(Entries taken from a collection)
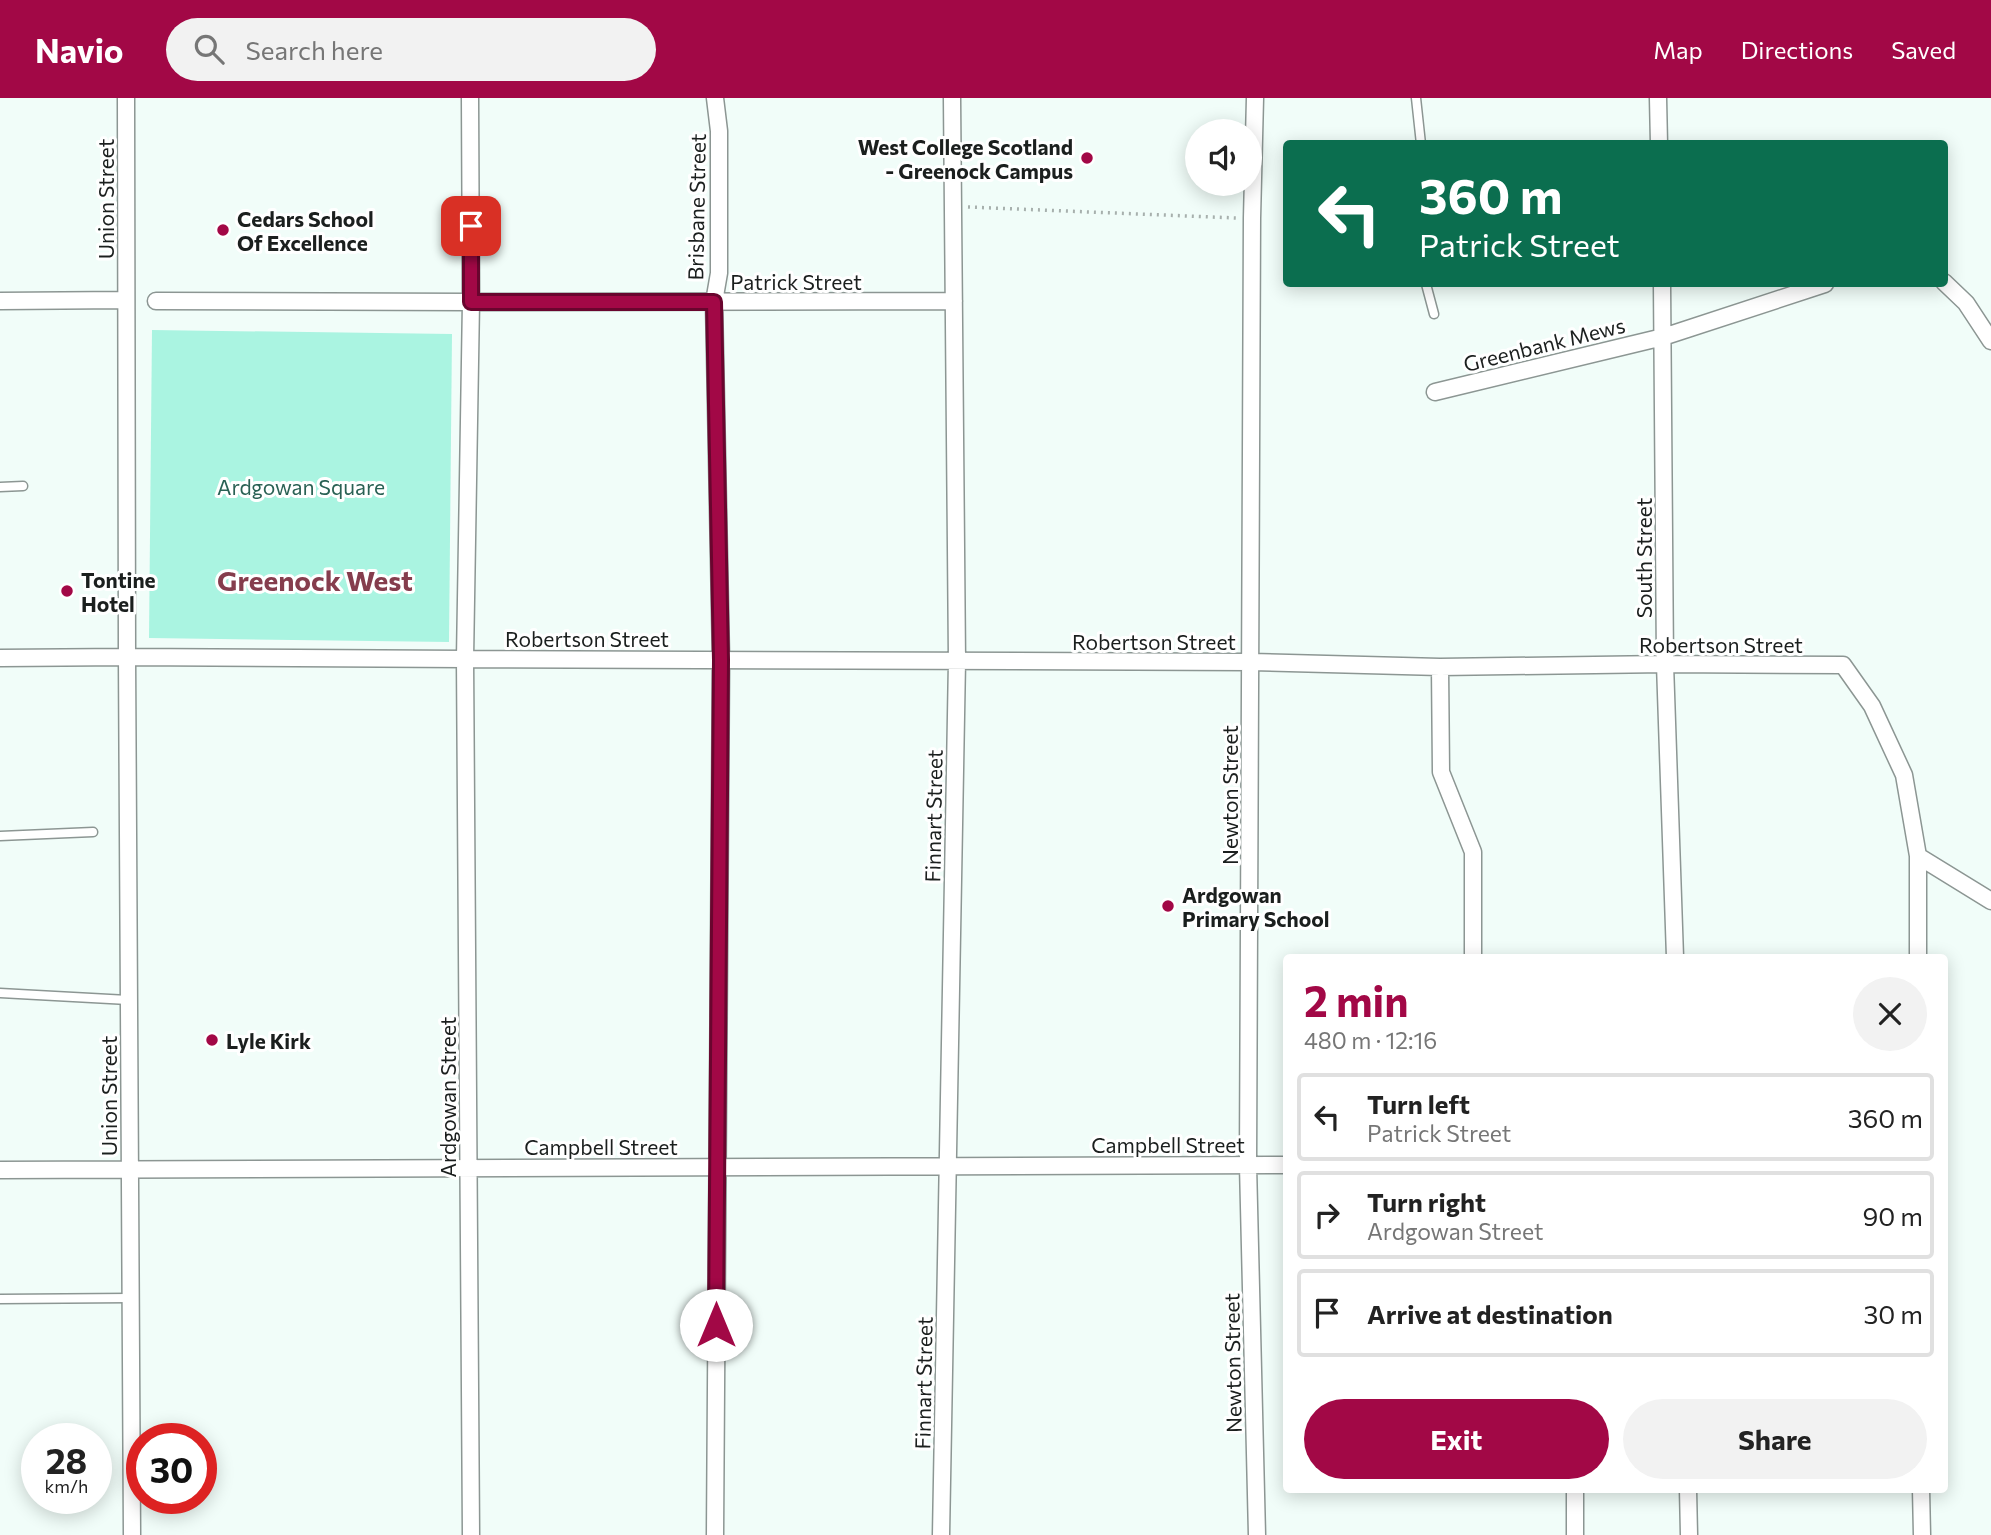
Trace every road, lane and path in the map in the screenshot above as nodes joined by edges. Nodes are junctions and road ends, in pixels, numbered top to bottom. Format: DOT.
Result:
graph roads {
  1 [pos="126,98"];
  2 [pos="470,98"];
  3 [pos="715,98"];
  4 [pos="952,98"];
  5 [pos="1255,98"];
  6 [pos="1416,98"];
  7 [pos="1658,98"];
  8 [pos="1421,140"];
  9 [pos="1659,140"];
  10 [pos="954,207"];
  11 [pos="1252,218"];
  12 [pos="1948,286"];
  13 [pos="1427,287"];
  14 [pos="1662,287"];
  15 [pos="1816,287"];
  16 [pos="125,300"];
  17 [pos="0,301"];
  18 [pos="156,301"];
  19 [pos="954,301"];
  20 [pos="471,302"];
  21 [pos="714,302"];
  22 [pos="1434,314"];
  23 [pos="1662,337"];
  24 [pos="1991,341"];
  25 [pos="1435,392"];
  26 [pos="23,486"];
  27 [pos="0,487"];
  28 [pos="127,657"];
  29 [pos="0,658"];
  30 [pos="465,659"];
  31 [pos="721,660"];
  32 [pos="957,661"];
  33 [pos="1251,662"];
  34 [pos="1665,664"];
  35 [pos="1440,667"];
  36 [pos="93,832"];
  37 [pos="0,836"];
  38 [pos="1918,856"];
  39 [pos="1991,901"];
  40 [pos="1473,954"];
  41 [pos="1675,954"];
  42 [pos="1918,954"];
  43 [pos="0,993"];
  44 [pos="128,1000"];
  45 [pos="1248,1165"];
  46 [pos="1283,1165"];
  47 [pos="947,1166"];
  48 [pos="717,1167"];
  49 [pos="469,1168"];
  50 [pos="129,1169"];
  51 [pos="0,1170"];
  52 [pos="130,1298"];
  53 [pos="0,1299"];
  54 [pos="1575,1493"];
  55 [pos="1688,1493"];
  56 [pos="1921,1493"];
  57 [pos="132,1535"];
  58 [pos="471,1535"];
  59 [pos="715,1535"];
  60 [pos="942,1535"];
  61 [pos="1257,1535"];
  62 [pos="1575,1535"];
  63 [pos="1689,1535"];
  64 [pos="1922,1535"];
  1 -- 16 [label="street, Union Street"];
  2 -- 20 [label="street"];
  3 -- 21 [label="street, Brisbane Street"];
  4 -- 10 [label="street, Finnart Street"];
  5 -- 11 [label="street, Newton Street"];
  6 -- 8 [label="lane"];
  7 -- 9 [label="street"];
  10 -- 11 [label="path"];
  10 -- 19 [label="street, Finnart Street"];
  11 -- 33 [label="street, Newton Street"];
  12 -- 24 [label="street"];
  13 -- 22 [label="lane"];
  14 -- 23 [label="street, South Street"];
  15 -- 23 [label="street, Greenbank Mews"];
  16 -- 17 [label="street"];
  16 -- 28 [label="street"];
  18 -- 20 [label="street"];
  19 -- 21 [label="street, Patrick Street"];
  19 -- 32 [label="street, Finnart Street"];
  20 -- 21 [label="street, Patrick Street"];
  20 -- 30 [label="street"];
  21 -- 31 [label="street, Brisbane Street"];
  23 -- 25 [label="street, Greenbank Mews"];
  23 -- 34 [label="street, South Street"];
  26 -- 27 [label="lane"];
  28 -- 29 [label="street"];
  28 -- 30 [label="street"];
  28 -- 44 [label="street, Union Street"];
  30 -- 31 [label="street, Robertson Street"];
  30 -- 49 [label="street, Ardgowan Street"];
  31 -- 32 [label="street, Robertson Street"];
  31 -- 48 [label="street, Brisbane Street"];
  32 -- 33 [label="street, Robertson Street"];
  32 -- 47 [label="street, Finnart Street"];
  33 -- 35 [label="street, Robertson Street"];
  33 -- 45 [label="street, Newton Street"];
  34 -- 35 [label="street, Robertson Street"];
  34 -- 38 [label="street, Robertson Street"];
  34 -- 41 [label="street, South Street"];
  35 -- 40 [label="street"];
  36 -- 37 [label="lane"];
  38 -- 39 [label="street"];
  38 -- 42 [label="street"];
  43 -- 44 [label="lane"];
  44 -- 50 [label="street, Union Street"];
  45 -- 46 [label="street, Campbell Street"];
  45 -- 47 [label="street, Campbell Street"];
  45 -- 61 [label="street, Newton Street"];
  47 -- 48 [label="street, Campbell Street"];
  47 -- 60 [label="street, Finnart Street"];
  48 -- 49 [label="street, Campbell Street"];
  48 -- 59 [label="street, Brisbane Street"];
  49 -- 50 [label="street, Campbell Street"];
  49 -- 58 [label="street, Ardgowan Street"];
  50 -- 51 [label="street, Campbell Street"];
  50 -- 52 [label="street, Union Street"];
  52 -- 53 [label="lane"];
  52 -- 57 [label="street, Union Street"];
  54 -- 62 [label="street"];
  55 -- 63 [label="street"];
  56 -- 64 [label="street"];
}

- _Task to carry out_: In your copy, include no pictures, but reproduce all records exactly.

- _Problem solution_:
Trace every road, lane and path in the map in the screenshot above as nodes joined by edges. Nodes are junctions and road ends, in pixels, numbered top to bottom. Format: DOT.
Result:
graph roads {
  1 [pos="126,98"];
  2 [pos="470,98"];
  3 [pos="715,98"];
  4 [pos="952,98"];
  5 [pos="1255,98"];
  6 [pos="1416,98"];
  7 [pos="1658,98"];
  8 [pos="1421,140"];
  9 [pos="1659,140"];
  10 [pos="954,207"];
  11 [pos="1252,218"];
  12 [pos="1948,286"];
  13 [pos="1427,287"];
  14 [pos="1662,287"];
  15 [pos="1816,287"];
  16 [pos="125,300"];
  17 [pos="0,301"];
  18 [pos="156,301"];
  19 [pos="954,301"];
  20 [pos="471,302"];
  21 [pos="714,302"];
  22 [pos="1434,314"];
  23 [pos="1662,337"];
  24 [pos="1991,341"];
  25 [pos="1435,392"];
  26 [pos="23,486"];
  27 [pos="0,487"];
  28 [pos="127,657"];
  29 [pos="0,658"];
  30 [pos="465,659"];
  31 [pos="721,660"];
  32 [pos="957,661"];
  33 [pos="1251,662"];
  34 [pos="1665,664"];
  35 [pos="1440,667"];
  36 [pos="93,832"];
  37 [pos="0,836"];
  38 [pos="1918,856"];
  39 [pos="1991,901"];
  40 [pos="1473,954"];
  41 [pos="1675,954"];
  42 [pos="1918,954"];
  43 [pos="0,993"];
  44 [pos="128,1000"];
  45 [pos="1248,1165"];
  46 [pos="1283,1165"];
  47 [pos="947,1166"];
  48 [pos="717,1167"];
  49 [pos="469,1168"];
  50 [pos="129,1169"];
  51 [pos="0,1170"];
  52 [pos="130,1298"];
  53 [pos="0,1299"];
  54 [pos="1575,1493"];
  55 [pos="1688,1493"];
  56 [pos="1921,1493"];
  57 [pos="132,1535"];
  58 [pos="471,1535"];
  59 [pos="715,1535"];
  60 [pos="942,1535"];
  61 [pos="1257,1535"];
  62 [pos="1575,1535"];
  63 [pos="1689,1535"];
  64 [pos="1922,1535"];
  1 -- 16 [label="street, Union Street"];
  2 -- 20 [label="street"];
  3 -- 21 [label="street, Brisbane Street"];
  4 -- 10 [label="street, Finnart Street"];
  5 -- 11 [label="street, Newton Street"];
  6 -- 8 [label="lane"];
  7 -- 9 [label="street"];
  10 -- 11 [label="path"];
  10 -- 19 [label="street, Finnart Street"];
  11 -- 33 [label="street, Newton Street"];
  12 -- 24 [label="street"];
  13 -- 22 [label="lane"];
  14 -- 23 [label="street, South Street"];
  15 -- 23 [label="street, Greenbank Mews"];
  16 -- 17 [label="street"];
  16 -- 28 [label="street"];
  18 -- 20 [label="street"];
  19 -- 21 [label="street, Patrick Street"];
  19 -- 32 [label="street, Finnart Street"];
  20 -- 21 [label="street, Patrick Street"];
  20 -- 30 [label="street"];
  21 -- 31 [label="street, Brisbane Street"];
  23 -- 25 [label="street, Greenbank Mews"];
  23 -- 34 [label="street, South Street"];
  26 -- 27 [label="lane"];
  28 -- 29 [label="street"];
  28 -- 30 [label="street"];
  28 -- 44 [label="street, Union Street"];
  30 -- 31 [label="street, Robertson Street"];
  30 -- 49 [label="street, Ardgowan Street"];
  31 -- 32 [label="street, Robertson Street"];
  31 -- 48 [label="street, Brisbane Street"];
  32 -- 33 [label="street, Robertson Street"];
  32 -- 47 [label="street, Finnart Street"];
  33 -- 35 [label="street, Robertson Street"];
  33 -- 45 [label="street, Newton Street"];
  34 -- 35 [label="street, Robertson Street"];
  34 -- 38 [label="street, Robertson Street"];
  34 -- 41 [label="street, South Street"];
  35 -- 40 [label="street"];
  36 -- 37 [label="lane"];
  38 -- 39 [label="street"];
  38 -- 42 [label="street"];
  43 -- 44 [label="lane"];
  44 -- 50 [label="street, Union Street"];
  45 -- 46 [label="street, Campbell Street"];
  45 -- 47 [label="street, Campbell Street"];
  45 -- 61 [label="street, Newton Street"];
  47 -- 48 [label="street, Campbell Street"];
  47 -- 60 [label="street, Finnart Street"];
  48 -- 49 [label="street, Campbell Street"];
  48 -- 59 [label="street, Brisbane Street"];
  49 -- 50 [label="street, Campbell Street"];
  49 -- 58 [label="street, Ardgowan Street"];
  50 -- 51 [label="street, Campbell Street"];
  50 -- 52 [label="street, Union Street"];
  52 -- 53 [label="lane"];
  52 -- 57 [label="street, Union Street"];
  54 -- 62 [label="street"];
  55 -- 63 [label="street"];
  56 -- 64 [label="street"];
}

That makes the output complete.